This NEET Physics problem tests your understanding of rotational motion, torque, angular acceleration, and the relationship between force and angular velocity. Here is a clear, step-by-step explanation with formulas written in MathJax-friendly format.
Q. A string is wrapped around the rim of a wheel of moment of inertia \( I = 0.40\, \text{kg m}^2 \) and radius \( r = 10\,\text{cm} = 0.10\,\text{m} \). The wheel is free to rotate about its axis and is initially at rest. The string is pulled with a constant force of \( F = 40\,\text{N} \). What is its angular velocity after \( t = 10\,\text{s} \)?
(NEET 2017)
1. 40 rad/s
2. 50 rad/s
3. 100 rad/s
4. 25 rad/s
Step-by-Step Solution
Torque produced by the force:
\[ \tau = F \times r = 40 \times 0.10 = 4\ \text{N·m} \]
Angular acceleration:
\[ \alpha = \frac{\tau}{I} = \frac{4}{0.40} = 10\ \text{rad/s}^2 \]

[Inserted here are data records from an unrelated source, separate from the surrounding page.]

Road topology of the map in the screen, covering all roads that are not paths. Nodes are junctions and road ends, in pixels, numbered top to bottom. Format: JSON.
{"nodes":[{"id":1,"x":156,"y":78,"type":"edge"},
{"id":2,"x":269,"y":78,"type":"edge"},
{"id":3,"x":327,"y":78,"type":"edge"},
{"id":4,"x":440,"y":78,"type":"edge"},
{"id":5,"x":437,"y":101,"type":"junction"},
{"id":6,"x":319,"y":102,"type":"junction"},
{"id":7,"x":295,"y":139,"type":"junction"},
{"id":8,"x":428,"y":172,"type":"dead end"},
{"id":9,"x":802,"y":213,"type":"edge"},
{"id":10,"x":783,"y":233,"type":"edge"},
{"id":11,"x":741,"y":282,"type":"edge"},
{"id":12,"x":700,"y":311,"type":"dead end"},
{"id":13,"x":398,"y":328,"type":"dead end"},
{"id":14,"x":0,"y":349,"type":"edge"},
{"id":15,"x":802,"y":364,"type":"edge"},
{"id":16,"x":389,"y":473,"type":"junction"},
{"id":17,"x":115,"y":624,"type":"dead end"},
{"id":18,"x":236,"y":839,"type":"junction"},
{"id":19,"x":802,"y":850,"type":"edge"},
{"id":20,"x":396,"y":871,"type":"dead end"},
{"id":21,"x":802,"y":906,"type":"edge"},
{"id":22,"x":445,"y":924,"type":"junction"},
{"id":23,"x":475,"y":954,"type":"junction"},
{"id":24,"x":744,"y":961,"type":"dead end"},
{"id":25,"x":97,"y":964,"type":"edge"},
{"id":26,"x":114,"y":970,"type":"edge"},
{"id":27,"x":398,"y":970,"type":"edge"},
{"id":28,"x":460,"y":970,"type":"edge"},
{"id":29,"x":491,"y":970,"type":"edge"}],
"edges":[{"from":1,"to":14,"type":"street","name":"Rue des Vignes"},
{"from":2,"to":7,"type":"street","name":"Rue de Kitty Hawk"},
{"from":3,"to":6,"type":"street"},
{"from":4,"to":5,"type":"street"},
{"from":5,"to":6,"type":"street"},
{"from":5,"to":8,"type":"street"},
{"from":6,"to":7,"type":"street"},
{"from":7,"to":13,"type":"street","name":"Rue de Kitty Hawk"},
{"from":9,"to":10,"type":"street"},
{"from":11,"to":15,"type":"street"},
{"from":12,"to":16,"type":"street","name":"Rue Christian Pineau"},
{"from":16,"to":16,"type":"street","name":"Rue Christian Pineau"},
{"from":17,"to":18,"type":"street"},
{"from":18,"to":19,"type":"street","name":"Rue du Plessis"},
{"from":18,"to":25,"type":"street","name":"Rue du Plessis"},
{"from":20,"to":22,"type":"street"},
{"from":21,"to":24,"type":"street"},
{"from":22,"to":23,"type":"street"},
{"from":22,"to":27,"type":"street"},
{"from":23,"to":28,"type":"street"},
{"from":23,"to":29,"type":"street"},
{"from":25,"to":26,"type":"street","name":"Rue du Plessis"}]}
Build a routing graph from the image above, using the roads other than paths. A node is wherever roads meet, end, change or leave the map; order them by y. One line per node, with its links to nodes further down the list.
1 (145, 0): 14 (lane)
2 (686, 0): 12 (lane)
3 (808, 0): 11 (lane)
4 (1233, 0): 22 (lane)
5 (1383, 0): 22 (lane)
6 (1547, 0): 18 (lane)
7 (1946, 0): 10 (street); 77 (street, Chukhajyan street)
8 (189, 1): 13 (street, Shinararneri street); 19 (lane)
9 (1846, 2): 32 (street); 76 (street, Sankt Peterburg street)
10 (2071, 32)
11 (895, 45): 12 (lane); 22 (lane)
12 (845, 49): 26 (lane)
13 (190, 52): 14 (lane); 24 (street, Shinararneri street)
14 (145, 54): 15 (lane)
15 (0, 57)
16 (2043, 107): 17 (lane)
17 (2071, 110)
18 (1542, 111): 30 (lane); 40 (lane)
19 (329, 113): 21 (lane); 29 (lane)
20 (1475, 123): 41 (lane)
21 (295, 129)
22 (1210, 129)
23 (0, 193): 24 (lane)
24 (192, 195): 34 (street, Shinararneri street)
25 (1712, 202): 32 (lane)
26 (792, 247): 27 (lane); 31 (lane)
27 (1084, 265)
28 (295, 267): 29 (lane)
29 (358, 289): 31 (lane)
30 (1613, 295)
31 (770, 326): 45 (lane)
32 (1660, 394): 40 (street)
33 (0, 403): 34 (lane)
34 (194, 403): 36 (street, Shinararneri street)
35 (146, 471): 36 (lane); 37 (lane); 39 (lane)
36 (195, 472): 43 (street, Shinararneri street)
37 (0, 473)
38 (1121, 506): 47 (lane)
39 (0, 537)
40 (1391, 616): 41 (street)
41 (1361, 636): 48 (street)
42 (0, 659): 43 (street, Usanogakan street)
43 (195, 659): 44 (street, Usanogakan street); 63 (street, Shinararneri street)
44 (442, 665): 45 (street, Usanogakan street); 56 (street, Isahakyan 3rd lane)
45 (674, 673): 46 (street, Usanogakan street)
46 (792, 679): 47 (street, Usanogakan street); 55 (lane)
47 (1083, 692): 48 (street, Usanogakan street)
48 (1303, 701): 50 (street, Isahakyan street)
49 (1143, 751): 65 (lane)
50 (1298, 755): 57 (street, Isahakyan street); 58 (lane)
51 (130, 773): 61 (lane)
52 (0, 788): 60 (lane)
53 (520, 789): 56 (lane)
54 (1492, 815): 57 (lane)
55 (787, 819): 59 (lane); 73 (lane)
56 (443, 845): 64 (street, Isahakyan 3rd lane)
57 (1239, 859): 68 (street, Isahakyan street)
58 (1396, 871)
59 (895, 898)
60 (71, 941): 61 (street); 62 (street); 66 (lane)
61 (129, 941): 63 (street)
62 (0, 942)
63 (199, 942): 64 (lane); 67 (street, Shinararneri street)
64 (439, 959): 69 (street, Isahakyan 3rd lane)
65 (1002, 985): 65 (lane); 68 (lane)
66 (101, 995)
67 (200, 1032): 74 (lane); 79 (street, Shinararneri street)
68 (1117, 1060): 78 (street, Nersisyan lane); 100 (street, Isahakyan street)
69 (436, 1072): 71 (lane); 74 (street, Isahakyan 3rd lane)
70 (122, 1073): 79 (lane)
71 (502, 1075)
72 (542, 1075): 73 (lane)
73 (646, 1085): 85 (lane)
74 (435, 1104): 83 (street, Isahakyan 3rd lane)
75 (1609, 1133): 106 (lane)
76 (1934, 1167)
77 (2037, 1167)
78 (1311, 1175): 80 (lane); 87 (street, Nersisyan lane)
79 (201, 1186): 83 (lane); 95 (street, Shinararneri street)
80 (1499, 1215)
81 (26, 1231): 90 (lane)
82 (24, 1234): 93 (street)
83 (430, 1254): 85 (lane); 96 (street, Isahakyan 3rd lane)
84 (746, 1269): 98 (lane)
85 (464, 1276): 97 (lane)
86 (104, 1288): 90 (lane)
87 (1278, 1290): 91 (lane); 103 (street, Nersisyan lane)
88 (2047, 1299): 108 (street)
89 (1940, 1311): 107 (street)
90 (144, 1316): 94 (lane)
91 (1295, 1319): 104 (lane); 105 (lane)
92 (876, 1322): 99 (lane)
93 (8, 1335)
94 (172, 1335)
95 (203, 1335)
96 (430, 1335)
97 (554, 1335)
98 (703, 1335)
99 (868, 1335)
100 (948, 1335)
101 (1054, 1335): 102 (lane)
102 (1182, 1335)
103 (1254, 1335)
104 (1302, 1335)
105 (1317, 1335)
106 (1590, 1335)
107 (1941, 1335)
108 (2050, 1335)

Using the rotational kinematic equation:
\[ \omega = \omega_0 + \alpha t \]
Since the wheel starts from rest: \[ \omega = 0 + 10 \times 10 = 100\ \text{rad/s} \]✔ Correct Option: 3. 100 rad/s
Why this concept matters in NEET?
Rotational motion questions like torque, moment of inertia, and angular acceleration regularly appear in NEET because they blend Newtonian mechanics with practical physical systems. A simple setup like a wheel and string is enough to test understanding of real-world rotational dynamics.
Keep practicing such questions to master the core mechanics behind rolling and rotational systems.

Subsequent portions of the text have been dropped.